• [DIRECTIONS] Pull every line containing the word "text" out of the material below.

══════════

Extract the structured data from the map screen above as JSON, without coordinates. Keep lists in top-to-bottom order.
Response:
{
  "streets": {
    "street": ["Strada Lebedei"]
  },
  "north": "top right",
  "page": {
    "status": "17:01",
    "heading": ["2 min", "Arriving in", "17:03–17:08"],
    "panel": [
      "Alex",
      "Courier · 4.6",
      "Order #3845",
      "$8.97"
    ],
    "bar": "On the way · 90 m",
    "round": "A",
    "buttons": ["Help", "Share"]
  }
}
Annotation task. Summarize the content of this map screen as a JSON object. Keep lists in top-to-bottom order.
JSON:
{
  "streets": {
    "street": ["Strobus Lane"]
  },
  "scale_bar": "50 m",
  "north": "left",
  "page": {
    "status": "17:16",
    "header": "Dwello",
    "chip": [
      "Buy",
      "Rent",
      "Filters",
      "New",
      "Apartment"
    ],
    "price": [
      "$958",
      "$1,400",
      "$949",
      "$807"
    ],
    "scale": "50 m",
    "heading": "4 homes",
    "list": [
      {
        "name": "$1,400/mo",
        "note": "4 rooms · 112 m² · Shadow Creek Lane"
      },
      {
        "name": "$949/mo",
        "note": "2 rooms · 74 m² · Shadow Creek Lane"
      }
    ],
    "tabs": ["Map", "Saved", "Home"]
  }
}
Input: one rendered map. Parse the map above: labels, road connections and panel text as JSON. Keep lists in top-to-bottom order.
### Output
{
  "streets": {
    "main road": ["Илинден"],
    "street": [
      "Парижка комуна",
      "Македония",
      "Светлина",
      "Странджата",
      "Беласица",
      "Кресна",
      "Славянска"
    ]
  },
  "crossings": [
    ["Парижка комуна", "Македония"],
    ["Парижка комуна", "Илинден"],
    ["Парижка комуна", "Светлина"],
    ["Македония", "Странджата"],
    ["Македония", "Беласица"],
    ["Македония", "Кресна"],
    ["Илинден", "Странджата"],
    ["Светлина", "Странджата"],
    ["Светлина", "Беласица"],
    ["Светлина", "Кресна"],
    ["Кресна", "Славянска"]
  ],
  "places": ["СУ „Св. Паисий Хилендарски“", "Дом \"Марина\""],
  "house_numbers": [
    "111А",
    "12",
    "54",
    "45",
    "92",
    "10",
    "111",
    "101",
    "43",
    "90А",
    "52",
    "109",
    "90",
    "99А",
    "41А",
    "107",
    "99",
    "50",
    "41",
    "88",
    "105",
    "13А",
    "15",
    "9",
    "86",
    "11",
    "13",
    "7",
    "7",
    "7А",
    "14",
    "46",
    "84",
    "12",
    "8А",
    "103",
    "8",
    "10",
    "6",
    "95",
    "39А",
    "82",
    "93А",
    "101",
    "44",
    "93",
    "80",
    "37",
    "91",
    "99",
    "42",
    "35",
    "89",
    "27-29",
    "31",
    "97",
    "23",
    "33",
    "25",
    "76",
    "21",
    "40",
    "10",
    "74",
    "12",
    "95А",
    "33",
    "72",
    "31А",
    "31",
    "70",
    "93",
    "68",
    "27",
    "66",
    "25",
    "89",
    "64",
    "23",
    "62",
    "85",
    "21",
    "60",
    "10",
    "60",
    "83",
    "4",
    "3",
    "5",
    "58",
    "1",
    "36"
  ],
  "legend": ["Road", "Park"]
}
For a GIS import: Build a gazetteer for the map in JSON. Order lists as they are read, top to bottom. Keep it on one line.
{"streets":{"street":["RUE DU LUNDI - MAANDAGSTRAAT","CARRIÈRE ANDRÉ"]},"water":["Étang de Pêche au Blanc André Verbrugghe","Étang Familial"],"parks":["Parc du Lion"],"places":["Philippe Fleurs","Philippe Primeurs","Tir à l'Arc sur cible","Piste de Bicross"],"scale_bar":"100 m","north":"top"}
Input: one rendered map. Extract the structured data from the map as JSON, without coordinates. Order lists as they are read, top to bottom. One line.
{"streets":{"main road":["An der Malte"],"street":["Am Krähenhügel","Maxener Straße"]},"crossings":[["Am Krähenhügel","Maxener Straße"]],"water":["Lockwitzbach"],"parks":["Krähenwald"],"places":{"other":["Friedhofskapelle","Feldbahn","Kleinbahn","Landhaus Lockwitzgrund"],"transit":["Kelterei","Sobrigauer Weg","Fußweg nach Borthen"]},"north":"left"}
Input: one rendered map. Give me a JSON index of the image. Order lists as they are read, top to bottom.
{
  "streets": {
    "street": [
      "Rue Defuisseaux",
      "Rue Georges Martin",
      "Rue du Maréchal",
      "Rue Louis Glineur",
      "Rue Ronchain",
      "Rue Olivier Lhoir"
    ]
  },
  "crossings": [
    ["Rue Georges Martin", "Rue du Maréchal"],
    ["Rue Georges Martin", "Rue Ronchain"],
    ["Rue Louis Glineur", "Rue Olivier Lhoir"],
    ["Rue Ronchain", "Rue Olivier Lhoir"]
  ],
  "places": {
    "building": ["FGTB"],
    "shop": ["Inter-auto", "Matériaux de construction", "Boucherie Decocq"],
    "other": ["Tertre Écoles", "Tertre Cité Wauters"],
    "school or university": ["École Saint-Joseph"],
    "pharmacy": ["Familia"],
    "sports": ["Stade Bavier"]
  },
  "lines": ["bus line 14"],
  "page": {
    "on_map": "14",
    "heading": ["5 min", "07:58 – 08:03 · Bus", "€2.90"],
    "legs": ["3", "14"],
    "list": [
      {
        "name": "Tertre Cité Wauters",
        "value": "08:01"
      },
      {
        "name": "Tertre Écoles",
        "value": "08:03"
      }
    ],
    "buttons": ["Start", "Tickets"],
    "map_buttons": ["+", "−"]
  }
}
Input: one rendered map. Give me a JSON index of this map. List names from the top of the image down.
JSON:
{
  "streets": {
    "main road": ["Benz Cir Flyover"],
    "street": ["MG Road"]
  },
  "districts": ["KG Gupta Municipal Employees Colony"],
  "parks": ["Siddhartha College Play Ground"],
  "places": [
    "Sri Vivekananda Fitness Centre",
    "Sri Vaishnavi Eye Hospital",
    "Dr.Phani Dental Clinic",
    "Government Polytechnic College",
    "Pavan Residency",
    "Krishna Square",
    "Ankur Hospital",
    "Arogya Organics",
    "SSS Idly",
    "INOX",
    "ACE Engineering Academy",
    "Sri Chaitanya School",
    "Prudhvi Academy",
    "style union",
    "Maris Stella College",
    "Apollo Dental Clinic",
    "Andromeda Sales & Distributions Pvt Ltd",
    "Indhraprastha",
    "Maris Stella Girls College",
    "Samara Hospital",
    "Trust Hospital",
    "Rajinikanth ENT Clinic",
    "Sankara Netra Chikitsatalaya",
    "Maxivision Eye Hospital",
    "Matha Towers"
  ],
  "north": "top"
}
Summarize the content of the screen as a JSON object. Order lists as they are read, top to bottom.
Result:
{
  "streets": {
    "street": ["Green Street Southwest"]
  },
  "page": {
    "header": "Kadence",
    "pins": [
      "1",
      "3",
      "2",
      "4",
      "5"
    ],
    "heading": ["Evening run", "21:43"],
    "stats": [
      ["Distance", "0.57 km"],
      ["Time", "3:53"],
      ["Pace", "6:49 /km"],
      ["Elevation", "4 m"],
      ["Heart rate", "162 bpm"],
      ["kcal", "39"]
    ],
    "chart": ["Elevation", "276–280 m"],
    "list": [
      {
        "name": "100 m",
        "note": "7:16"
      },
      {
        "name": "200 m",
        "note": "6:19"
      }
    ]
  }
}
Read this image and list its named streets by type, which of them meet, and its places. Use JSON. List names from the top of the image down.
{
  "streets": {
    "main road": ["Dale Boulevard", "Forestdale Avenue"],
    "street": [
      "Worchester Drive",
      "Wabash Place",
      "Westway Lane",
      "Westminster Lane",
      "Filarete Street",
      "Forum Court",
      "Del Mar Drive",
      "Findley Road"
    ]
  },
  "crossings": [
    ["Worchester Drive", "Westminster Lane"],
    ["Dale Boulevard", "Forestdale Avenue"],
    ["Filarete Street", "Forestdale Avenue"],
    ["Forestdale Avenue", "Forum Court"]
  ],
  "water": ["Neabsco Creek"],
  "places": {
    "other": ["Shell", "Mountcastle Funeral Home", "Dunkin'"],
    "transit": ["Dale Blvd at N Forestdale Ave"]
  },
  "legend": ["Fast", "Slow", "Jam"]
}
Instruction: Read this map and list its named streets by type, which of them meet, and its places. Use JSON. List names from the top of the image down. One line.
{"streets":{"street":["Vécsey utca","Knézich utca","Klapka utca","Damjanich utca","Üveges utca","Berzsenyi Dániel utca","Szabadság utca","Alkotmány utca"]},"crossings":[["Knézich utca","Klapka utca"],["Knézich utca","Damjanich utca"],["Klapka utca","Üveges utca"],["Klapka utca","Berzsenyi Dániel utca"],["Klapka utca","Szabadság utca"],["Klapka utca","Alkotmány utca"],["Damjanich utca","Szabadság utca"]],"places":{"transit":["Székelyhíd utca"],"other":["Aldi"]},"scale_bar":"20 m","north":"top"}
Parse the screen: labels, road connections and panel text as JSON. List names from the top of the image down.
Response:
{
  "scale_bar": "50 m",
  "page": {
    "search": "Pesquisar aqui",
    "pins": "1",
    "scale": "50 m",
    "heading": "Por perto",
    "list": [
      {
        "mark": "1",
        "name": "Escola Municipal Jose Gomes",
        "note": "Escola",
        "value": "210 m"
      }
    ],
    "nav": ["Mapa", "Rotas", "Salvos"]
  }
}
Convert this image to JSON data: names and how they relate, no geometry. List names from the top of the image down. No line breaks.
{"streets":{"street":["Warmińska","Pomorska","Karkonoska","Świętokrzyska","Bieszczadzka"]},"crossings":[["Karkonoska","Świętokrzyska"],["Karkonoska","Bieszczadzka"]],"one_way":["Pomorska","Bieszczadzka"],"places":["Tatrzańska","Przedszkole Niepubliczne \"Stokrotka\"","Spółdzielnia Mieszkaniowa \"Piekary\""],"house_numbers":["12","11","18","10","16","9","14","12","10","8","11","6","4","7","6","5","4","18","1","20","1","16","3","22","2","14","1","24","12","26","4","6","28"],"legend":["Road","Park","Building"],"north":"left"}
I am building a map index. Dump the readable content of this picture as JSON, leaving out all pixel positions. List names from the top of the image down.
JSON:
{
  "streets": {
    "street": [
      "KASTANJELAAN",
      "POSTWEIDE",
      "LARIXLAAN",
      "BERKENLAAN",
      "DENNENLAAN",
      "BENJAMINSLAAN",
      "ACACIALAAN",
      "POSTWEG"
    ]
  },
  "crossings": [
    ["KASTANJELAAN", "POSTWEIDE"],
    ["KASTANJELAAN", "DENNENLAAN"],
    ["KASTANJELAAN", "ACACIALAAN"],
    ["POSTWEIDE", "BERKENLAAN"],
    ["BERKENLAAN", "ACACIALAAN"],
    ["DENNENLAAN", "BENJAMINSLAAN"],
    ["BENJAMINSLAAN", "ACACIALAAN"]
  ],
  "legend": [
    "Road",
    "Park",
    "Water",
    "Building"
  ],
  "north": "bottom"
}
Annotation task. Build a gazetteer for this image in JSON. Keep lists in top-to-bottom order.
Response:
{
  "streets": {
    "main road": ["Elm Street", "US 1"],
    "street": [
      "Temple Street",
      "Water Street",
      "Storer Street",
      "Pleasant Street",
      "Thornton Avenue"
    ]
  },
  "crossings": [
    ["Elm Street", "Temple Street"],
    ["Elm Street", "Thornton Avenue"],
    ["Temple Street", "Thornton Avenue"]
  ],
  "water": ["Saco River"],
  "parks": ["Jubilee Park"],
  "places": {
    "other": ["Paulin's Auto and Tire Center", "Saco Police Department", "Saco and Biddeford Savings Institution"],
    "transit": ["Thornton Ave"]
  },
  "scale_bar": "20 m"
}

══════════

• [WRITTEN REPLY]
Input: one rendered map. Parse the map above: labels, road connections and panel text as JSON. Keep lists in top-to-bottom order.
Parse the screen: labels, road connections and panel text as JSON. List names from the top of the image down.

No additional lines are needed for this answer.